Two Questions about the Rise of Asia
China and India have already moved from being industrial powerhouses to trying to secure resources, markets, and favourable trading conditions across the globe. China’s Belt & Road Initiative (its modern take on the old Silk Route), aims to link many European and African markets with Asia, and the Chinese mainland. Through mega infrastructure projects that China finances, the connection will increase China’s reach and access in all of these markets. With time, that will likely create dependencies that will evolve the connection with China from the economic to the political.
China’s ambitions are justified. China has already managed to move hundreds of millions of poor people in its society to the thresholds of middle class. And it has effected that transition smoothly, without major threats to its political system. And so far, there seem little evidence that there is pent up anger or frustration that is waiting to explode.
India also has been undergoing a subtle revolution for several years now. Many observers have focused on the political Hinduism of the government of prime minister Narendra Modi, and its impact on democracy in India. But the current government has managed to rally behind it substantial sections of the Indian society, with eyes staring at a vision of an India that is much bigger than the IT-back-office of the world with pockets of impressive technological advancement. Also here the objective is social mobility for hundreds of millions of people, and so far the steps have been bold.
In both cases, economics is the means; the end is political. China aims for the summit of world politics. India will be satisfied with a high plateau in the mountain. But both trails are unmistakable.
The first key question is: what level of aggressiveness will they show for others who stand in the way? China is certainly beyond the notion, advocated by its former leader (and grand strategist) Deng Xiaoping, to “hide its strengths and bide its time”. The new Silk Road is nothing if not a show of immense confidence and strength. Also, China has already taken assertive moves in different parts of Asia where it believes it has either old territorial rights or historical political influences. Its military, according to serious experts, has developed capabilities to allow it to assert Chinese will far beyond its borders, especially at strategically important Asian straits.
India has also shown assertiveness, whether in dealing with Pakistan or even at its border with China itself. The two countries will not seriously clash. The point here is the consequential moves that both are taking. These Asian behemoths have been arranging their homes and are now getting out with their eyes set on opportunities outside.
This is hardly surprising. Throughout history, almost all countries of significant geographical and demographic sizes, that had achieved certain thresholds of economic development, and where big bulks of their people had moved out of poverty, tried to secure their rise by controlling access to key resources, routes, and markets. That political ambitions follow, is a given.
What history does not answer clearly is the question of how assertive, or aggressive, these countries become in their pursuits.
This leads to the second question: how the West will respond. Here, it is crucial to differentiate between Europe and the US.
Europe’s responses will almost certainly be accommodating. This is understandable, for despite the rhetoric and grand ambitions, Europe has major social and economic problems to contend with; it is seriously apprehensive about the threat of migration from the southern Mediterranean and Africa; and crucially, Europe is but a collection of mid-size powers, with ageing populations, extremely rich but facing acute challenges to sustaining that richness. And so, Europe is not in for any strategic confrontation. The question here will be, whether the dragon and tiger will sense weakness?

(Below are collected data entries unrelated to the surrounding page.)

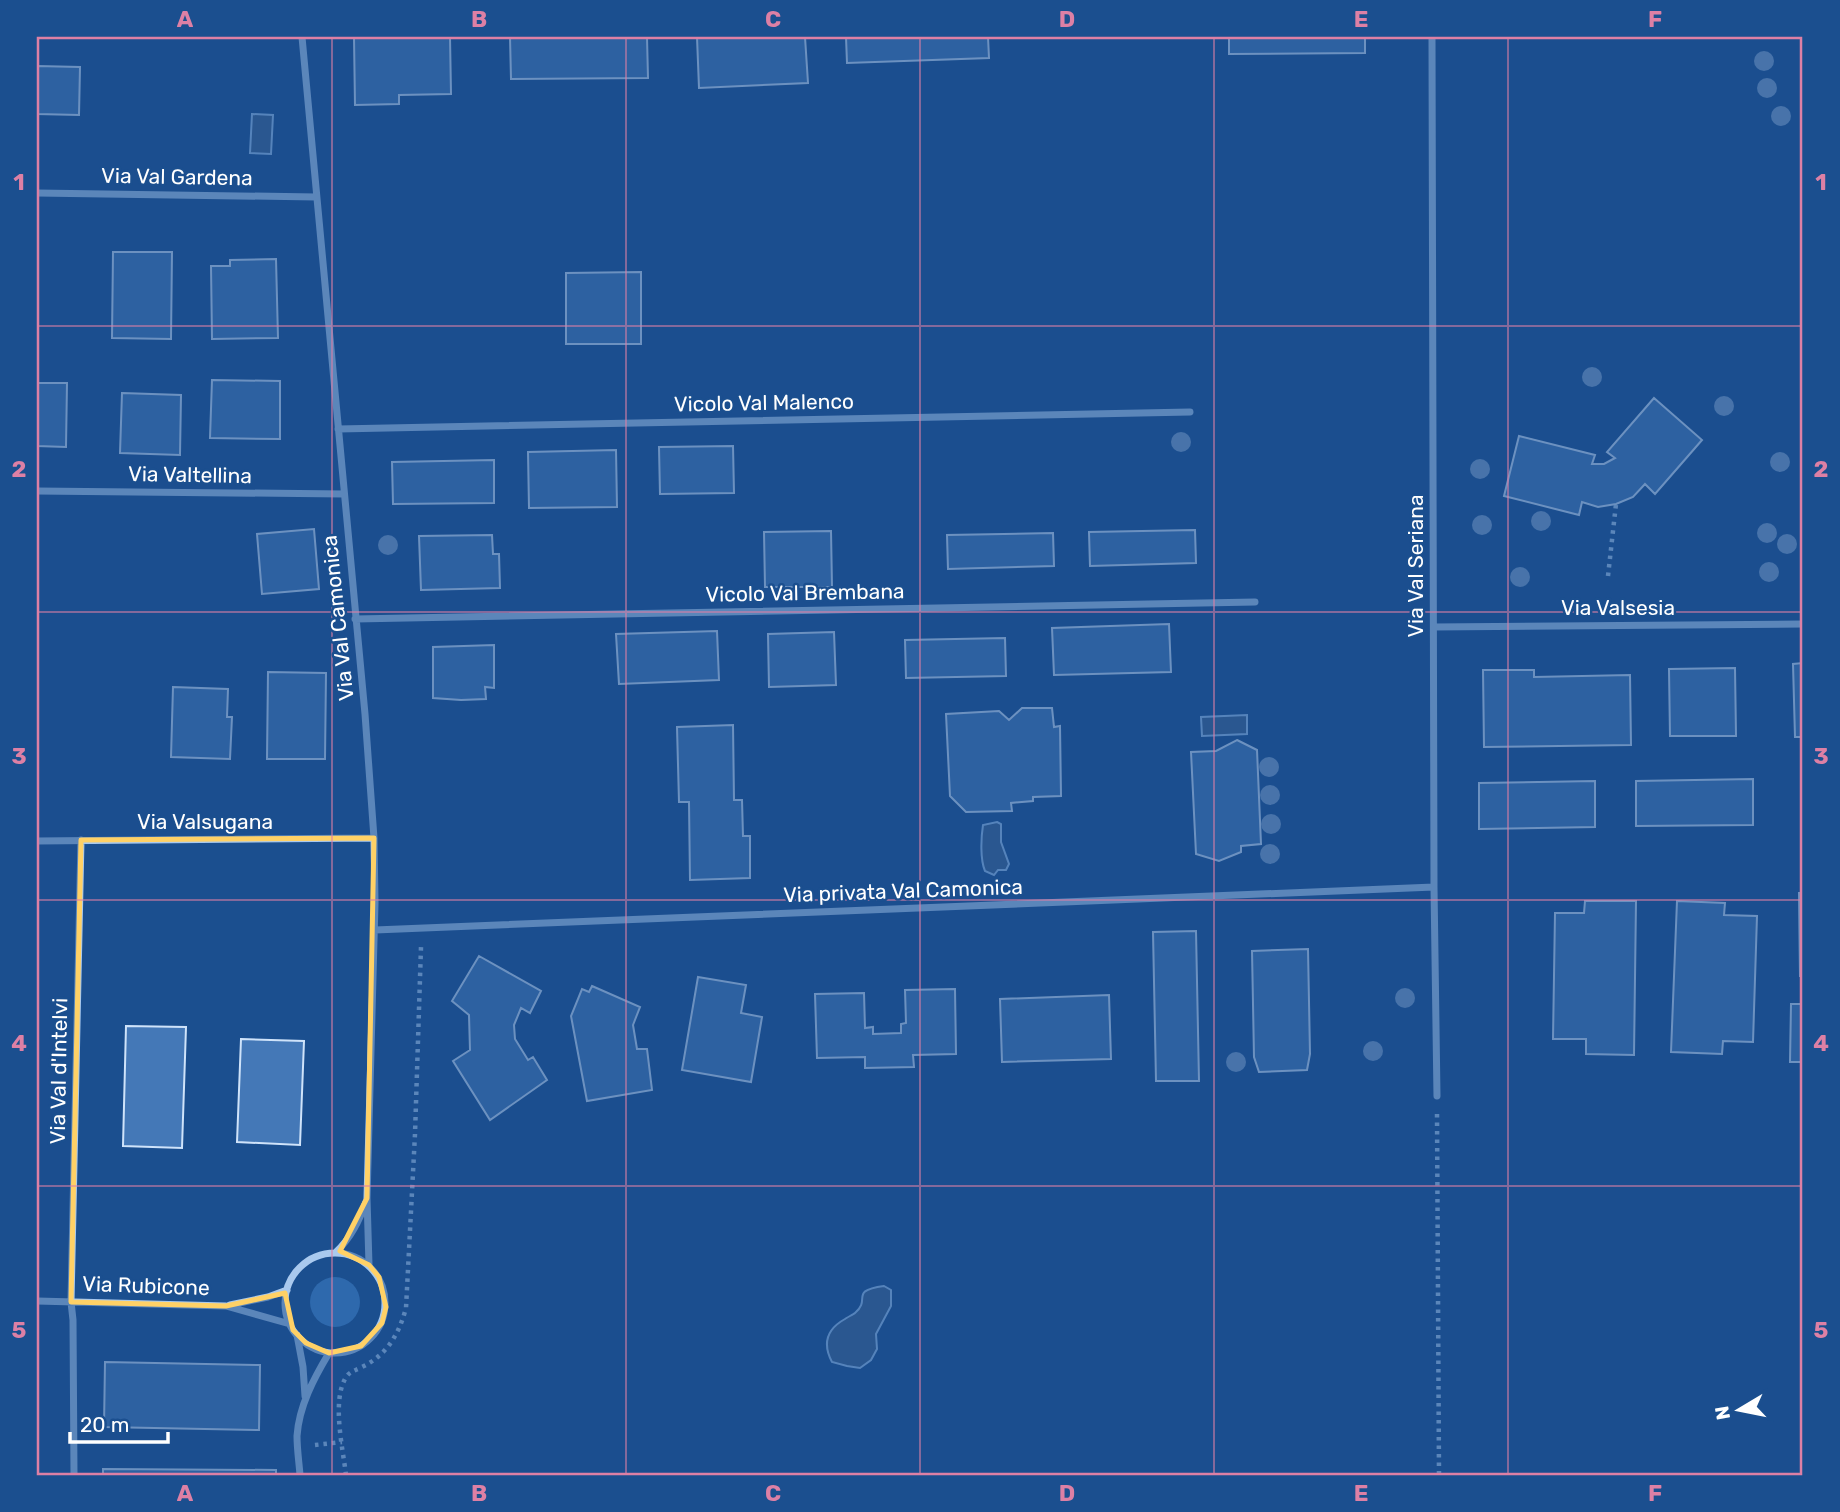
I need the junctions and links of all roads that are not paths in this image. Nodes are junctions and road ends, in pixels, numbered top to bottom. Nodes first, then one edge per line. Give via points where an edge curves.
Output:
1 (302, 37) edge
2 (1432, 37) edge
3 (37, 193) edge
4 (316, 197) junction
5 (1190, 412) dead end
6 (338, 429) junction
7 (37, 491) edge
8 (344, 494) junction
9 (1255, 602) dead end
10 (355, 619) junction
11 (1803, 624) edge
12 (1433, 627) junction
13 (374, 838) junction
14 (80, 840) junction
15 (37, 841) edge
16 (1434, 887) junction
17 (374, 930) junction
18 (1437, 1096) road end
19 (367, 1198) junction
20 (336, 1252) junction
21 (369, 1265) junction
22 (287, 1290) junction
23 (37, 1301) edge
24 (71, 1301) junction
25 (226, 1306) junction
26 (290, 1324) junction
27 (297, 1335) junction
28 (330, 1353) junction
29 (305, 1400) junction
30 (74, 1475) edge
31 (300, 1475) edge

1 - 4 street, Via Val Camonica
2 - 12 street, Via Val Seriana
3 - 4 street, Via Val Gardena
4 - 6 street, Via Val Camonica
5 - 6 street, Vicolo Val Malenco
6 - 8 street, Via Val Camonica
7 - 8 street, Via Valtellina
8 - 10 street, Via Val Camonica
9 - 10 street, Vicolo Val Brembana
10 - 13 street, Via Val Camonica
11 - 12 street, Via Valsesia
12 - 16 street, Via Val Seriana
13 - 14 street, Via Valsugana
13 - 17 street, Via Val Camonica
14 - 15 street, Via Valsugana
14 - 24 street, Via Val d'Intelvi
16 - 17 street, Via privata Val Camonica
16 - 18 street, Via Val Seriana
17 - 19 street, Via Val Camonica
19 - 20 street, Via Val Camonica via 359,1220
19 - 21 street, Via Val Camonica
20 - 21 street
20 - 22 street via 300,1267
21 - 28 street via 384,1292 382,1323 361,1346
22 - 25 street, Via Rubicone
22 - 26 street
23 - 24 street
24 - 25 street, Via Rubicone
24 - 30 street, Via Rubicone
25 - 26 street, Via Rubicone
26 - 27 street
27 - 28 street
27 - 29 street
28 - 29 street
29 - 31 street via 297,1435

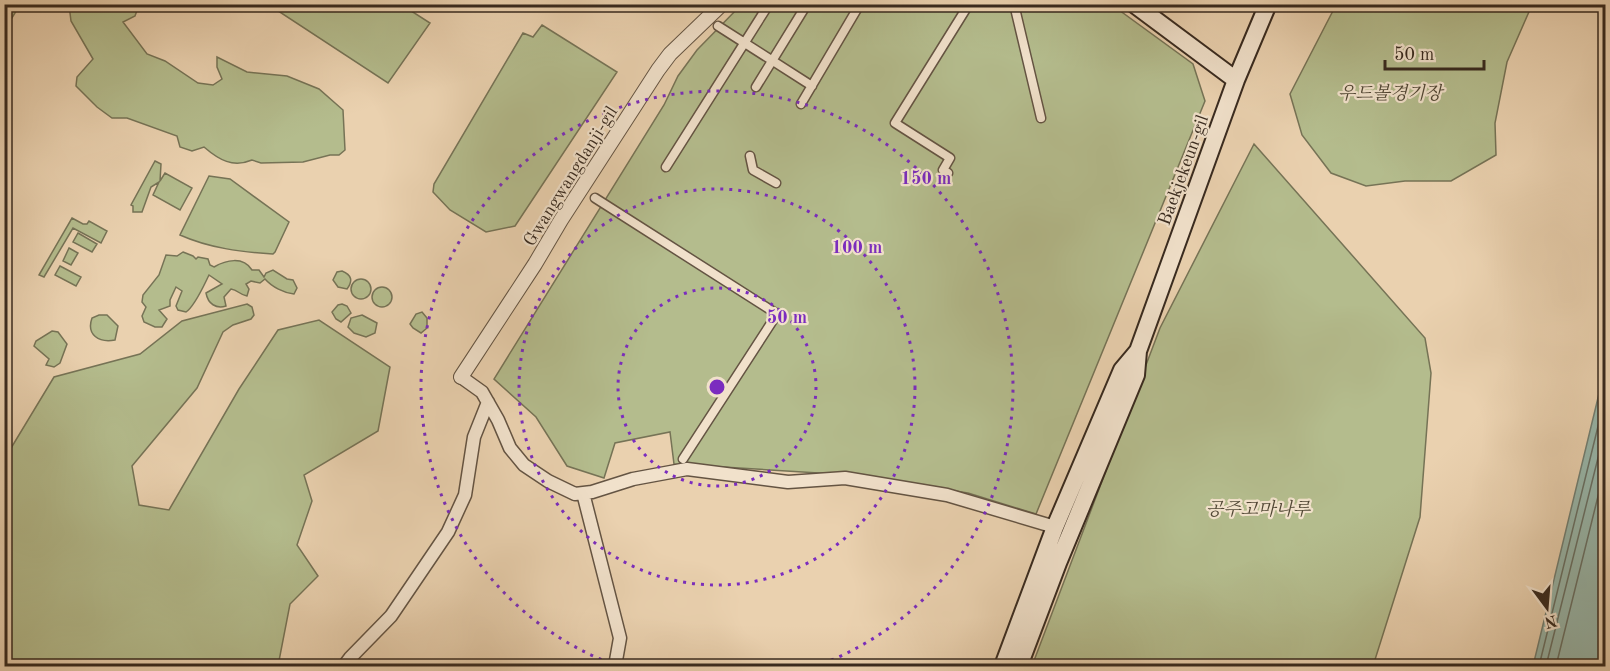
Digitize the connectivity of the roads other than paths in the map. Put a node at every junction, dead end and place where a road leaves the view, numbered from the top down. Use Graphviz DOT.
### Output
graph roads {
  1 [pos="722,4"];
  2 [pos="769,4"];
  3 [pos="807,4"];
  4 [pos="860,4"];
  5 [pos="969,4"];
  6 [pos="1014,4"];
  7 [pos="1134,4"];
  8 [pos="1268,4"];
  9 [pos="718,26"];
  10 [pos="745,43"];
  11 [pos="772,61"];
  12 [pos="1236,80"];
  13 [pos="812,86"];
  14 [pos="756,87"];
  15 [pos="801,104"];
  16 [pos="1041,118"];
  17 [pos="750,156"];
  18 [pos="666,167"];
  19 [pos="948,173"];
  20 [pos="776,183"];
  21 [pos="595,198"];
  22 [pos="1138,351"];
  23 [pos="461,377"];
  24 [pos="488,402"];
  25 [pos="683,459"];
  26 [pos="583,493"];
  27 [pos="1055,527"];
  28 [pos="344,666"];
  29 [pos="615,666"];
  30 [pos="1003,666"];
  31 [pos="1019,666"];
  1 -- 23 [label="street, Gwangwangdanji-gil"];
  2 -- 10 [label="street"];
  3 -- 11 [label="street"];
  4 -- 13 [label="street"];
  5 -- 19 [label="street"];
  6 -- 16 [label="street"];
  7 -- 12 [label="main road"];
  8 -- 12 [label="main road, Baekjekeun-gil"];
  9 -- 10 [label="street"];
  10 -- 11 [label="street"];
  10 -- 18 [label="street"];
  11 -- 13 [label="street"];
  11 -- 14 [label="street"];
  12 -- 22 [label="main road, Baekjekeun-gil"];
  13 -- 15 [label="street"];
  17 -- 20 [label="street"];
  21 -- 25 [label="street"];
  22 -- 27 [label="main road, Baekjekeun-gil"];
  22 -- 31 [label="main road, Baekjekeun-gil"];
  23 -- 24 [label="street"];
  24 -- 26 [label="street"];
  24 -- 28 [label="street"];
  26 -- 27 [label="street"];
  26 -- 29 [label="street"];
  27 -- 30 [label="main road, Baekjekeun-gil"];
}
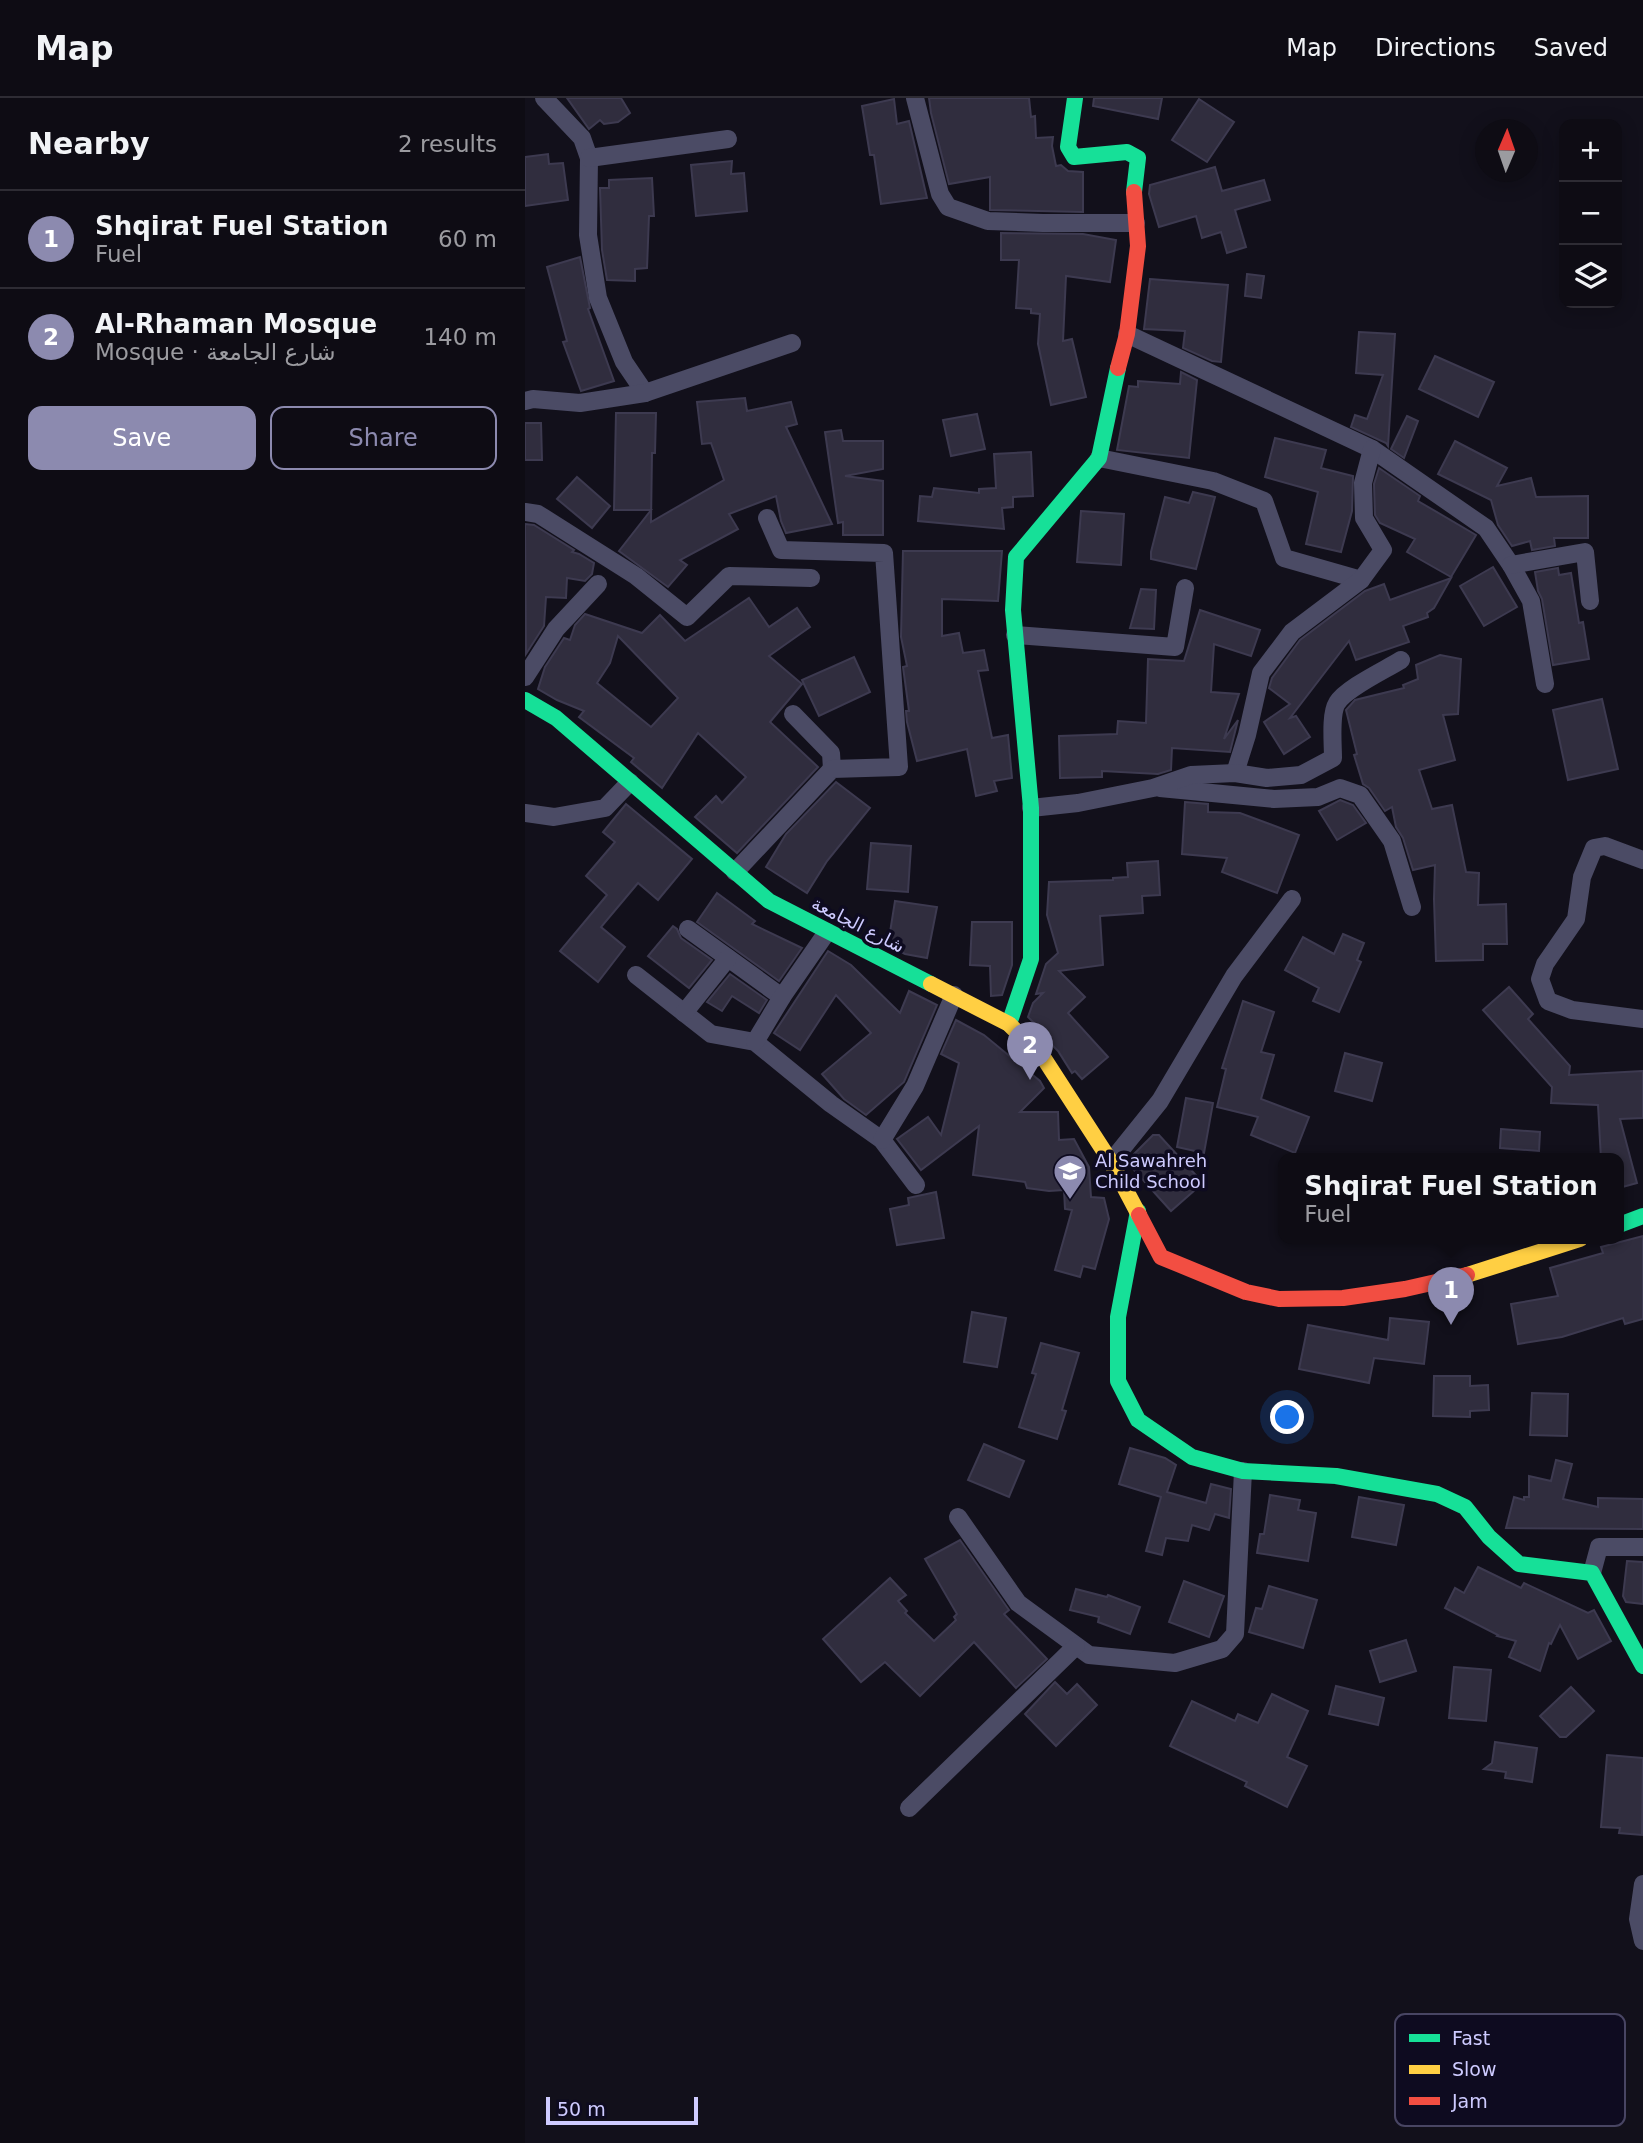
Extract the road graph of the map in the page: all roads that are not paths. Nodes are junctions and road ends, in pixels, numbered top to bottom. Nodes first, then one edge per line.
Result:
1 (544, 98) edge
2 (915, 98) edge
3 (1075, 98) edge
4 (728, 139) dead end
5 (589, 158) junction
6 (1136, 223) junction
7 (1127, 334) junction
8 (792, 343) dead end
9 (645, 393) junction
10 (525, 401) edge
11 (1372, 449) junction
12 (1100, 458) junction
13 (525, 512) edge
14 (767, 518) dead end
15 (1511, 565) junction
16 (811, 578) dead end
17 (1361, 580) junction
18 (598, 584) dead end
19 (1185, 587) dead end
20 (1590, 601) dead end
21 (1015, 635) junction
22 (1402, 660) dead end
23 (525, 677) edge
24 (1545, 684) dead end
25 (525, 700) edge
26 (793, 715) dead end
27 (832, 769) junction
28 (1235, 773) junction
29 (630, 782) junction
30 (1153, 788) junction
31 (1031, 808) junction
32 (525, 813) edge
33 (1643, 860) edge
34 (735, 872) junction
35 (1292, 899) dead end
36 (1412, 907) dead end
37 (688, 929) dead end
38 (827, 932) junction
39 (728, 958) junction
40 (636, 975) dead end
41 (954, 995) junction
42 (782, 997) junction
43 (684, 1013) junction
44 (1643, 1019) edge
45 (1010, 1024) junction
46 (755, 1042) junction
47 (881, 1140) junction
48 (1111, 1162) junction
49 (916, 1185) dead end
50 (1138, 1211) junction
51 (1643, 1216) edge
52 (1624, 1224) edge
53 (1564, 1244) edge
54 (1243, 1472) junction
55 (958, 1517) dead end
56 (1643, 1547) edge
57 (1592, 1573) junction
58 (1076, 1646) junction
59 (1643, 1665) edge
60 (909, 1808) dead end
61 (1643, 1884) edge
62 (1643, 1941) edge

1 - 5 street
2 - 6 street
3 - 6 street
4 - 5 street
5 - 9 street
6 - 7 street
7 - 11 street
7 - 12 street
8 - 9 street
9 - 10 street
11 - 15 street
11 - 17 street
12 - 17 street
12 - 21 street
13 - 16 street
14 - 27 street
15 - 20 street
15 - 24 street
17 - 28 street
18 - 23 street
19 - 21 street
21 - 31 street
22 - 28 street
25 - 29 street, شارع الجامعة
26 - 27 street
27 - 34 street
28 - 30 street
29 - 32 street
29 - 34 street, شارع الجامعة
30 - 31 street
30 - 36 street
31 - 45 street
33 - 44 street
34 - 38 street, شارع الجامعة
35 - 48 street
37 - 39 street
38 - 41 street, شارع الجامعة
38 - 42 street
39 - 42 street
39 - 43 street
40 - 43 street
41 - 45 street, شارع الجامعة
41 - 47 street
42 - 46 street
43 - 46 street
45 - 48 street, شارع الجامعة
46 - 47 street
47 - 49 street
48 - 50 street, شارع الجامعة
50 - 53 street, شارع الجامعة
50 - 54 street
51 - 52 street
54 - 57 street
54 - 58 street
55 - 58 street
56 - 57 street
57 - 59 street
58 - 60 street
61 - 62 street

The big question, however, concerns the United States’ response to the rise of Asia, and of course especially China. America sees a threat. China, and behind it a strategic depth in the vast continent, is the biggest challenge facing American supremacy. And the more China succeeds in sorting out its home and transitioning more (and more) tens of millions of its people to the thresholds of middle-class, the more China will become a competitor, and potentially an adversary, that will neither implode from within, nor retreat within its borders. Will America, then, seek to confront or accommodate?
America has not really faced that question yet. Its various entanglements in the Middle East in the past twenty years have diverted its attention and sapped a lot of energy. And in the past four years, the shock to the system of the election of President Donald Trump has occupied America’s minds and hearts.
Now, the China (and Asia) question stares America in the eye. Some American thinkers link societal problems with threats to American supremacy abroad. The idea here is that there are ills in the American society and political economy that manifest themselves in American politics, and which in turn erode America’s power in the world. Perhaps America will have to reconcile opposing currents in it and reforge what the American project is about. Given the social polarisation now clearly visible in America, this will be neither smooth nor fast. And history teaches us that weakened empires tend to be aggressive. This is critical, for how America deals with the rise of Asia is arguably the most consequential question in international affairs now.